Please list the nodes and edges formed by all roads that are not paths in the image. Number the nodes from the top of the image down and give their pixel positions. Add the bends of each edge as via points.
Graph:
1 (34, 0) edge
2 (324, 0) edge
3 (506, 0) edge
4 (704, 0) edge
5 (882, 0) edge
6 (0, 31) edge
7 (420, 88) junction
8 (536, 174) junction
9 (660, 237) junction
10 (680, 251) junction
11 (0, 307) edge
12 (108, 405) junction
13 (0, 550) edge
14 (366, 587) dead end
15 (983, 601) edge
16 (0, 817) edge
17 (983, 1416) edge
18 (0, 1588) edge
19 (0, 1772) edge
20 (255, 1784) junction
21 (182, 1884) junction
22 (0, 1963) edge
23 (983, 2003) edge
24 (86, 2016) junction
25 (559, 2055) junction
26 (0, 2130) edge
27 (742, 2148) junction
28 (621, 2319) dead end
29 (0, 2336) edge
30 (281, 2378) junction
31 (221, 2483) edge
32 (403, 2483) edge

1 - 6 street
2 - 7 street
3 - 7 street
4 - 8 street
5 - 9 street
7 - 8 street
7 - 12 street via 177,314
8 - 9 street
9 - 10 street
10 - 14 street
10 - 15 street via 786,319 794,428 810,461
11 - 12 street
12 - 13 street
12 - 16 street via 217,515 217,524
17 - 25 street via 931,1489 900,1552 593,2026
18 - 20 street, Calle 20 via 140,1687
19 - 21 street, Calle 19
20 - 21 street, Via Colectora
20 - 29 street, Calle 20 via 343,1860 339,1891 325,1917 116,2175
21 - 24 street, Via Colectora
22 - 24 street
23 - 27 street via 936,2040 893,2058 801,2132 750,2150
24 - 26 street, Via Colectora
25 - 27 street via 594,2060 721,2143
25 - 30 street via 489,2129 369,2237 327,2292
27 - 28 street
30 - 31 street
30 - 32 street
▬▬▬
Directions for this task> When a line among the entries contains "dead", pull that line out.

Written reply>
14 (366, 587) dead end
28 (621, 2319) dead end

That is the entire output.